■ WHAT IS BEING ASKED
Set down all of the data exactly as it appears.

■ SUPPLIED MATERIAL
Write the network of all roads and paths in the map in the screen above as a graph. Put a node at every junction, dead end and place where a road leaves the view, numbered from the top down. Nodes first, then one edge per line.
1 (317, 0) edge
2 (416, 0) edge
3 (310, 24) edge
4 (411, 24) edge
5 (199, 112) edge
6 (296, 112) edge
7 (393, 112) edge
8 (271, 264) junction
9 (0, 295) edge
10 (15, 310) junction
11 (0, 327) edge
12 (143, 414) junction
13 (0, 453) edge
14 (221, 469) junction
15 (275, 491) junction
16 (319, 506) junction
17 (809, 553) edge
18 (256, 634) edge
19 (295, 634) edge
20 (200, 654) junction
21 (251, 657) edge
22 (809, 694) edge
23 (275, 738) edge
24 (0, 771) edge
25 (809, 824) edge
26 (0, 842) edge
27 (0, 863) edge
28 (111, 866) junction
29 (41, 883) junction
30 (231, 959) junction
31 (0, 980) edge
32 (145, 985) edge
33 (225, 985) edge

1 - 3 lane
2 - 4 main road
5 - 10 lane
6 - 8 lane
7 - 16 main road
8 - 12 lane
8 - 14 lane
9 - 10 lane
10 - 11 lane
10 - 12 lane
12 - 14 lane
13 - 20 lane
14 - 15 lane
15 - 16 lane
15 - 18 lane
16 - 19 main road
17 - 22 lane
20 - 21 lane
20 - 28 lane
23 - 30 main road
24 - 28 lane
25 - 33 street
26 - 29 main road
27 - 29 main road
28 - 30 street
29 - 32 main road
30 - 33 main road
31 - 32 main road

■ THE ANSWER
Write the network of all roads and paths in the map in the screen above as a graph. Put a node at every junction, dead end and place where a road leaves the view, numbered from the top down. Nodes first, then one edge per line.
1 (317, 0) edge
2 (416, 0) edge
3 (310, 24) edge
4 (411, 24) edge
5 (199, 112) edge
6 (296, 112) edge
7 (393, 112) edge
8 (271, 264) junction
9 (0, 295) edge
10 (15, 310) junction
11 (0, 327) edge
12 (143, 414) junction
13 (0, 453) edge
14 (221, 469) junction
15 (275, 491) junction
16 (319, 506) junction
17 (809, 553) edge
18 (256, 634) edge
19 (295, 634) edge
20 (200, 654) junction
21 (251, 657) edge
22 (809, 694) edge
23 (275, 738) edge
24 (0, 771) edge
25 (809, 824) edge
26 (0, 842) edge
27 (0, 863) edge
28 (111, 866) junction
29 (41, 883) junction
30 (231, 959) junction
31 (0, 980) edge
32 (145, 985) edge
33 (225, 985) edge

1 - 3 lane
2 - 4 main road
5 - 10 lane
6 - 8 lane
7 - 16 main road
8 - 12 lane
8 - 14 lane
9 - 10 lane
10 - 11 lane
10 - 12 lane
12 - 14 lane
13 - 20 lane
14 - 15 lane
15 - 16 lane
15 - 18 lane
16 - 19 main road
17 - 22 lane
20 - 21 lane
20 - 28 lane
23 - 30 main road
24 - 28 lane
25 - 33 street
26 - 29 main road
27 - 29 main road
28 - 30 street
29 - 32 main road
30 - 33 main road
31 - 32 main road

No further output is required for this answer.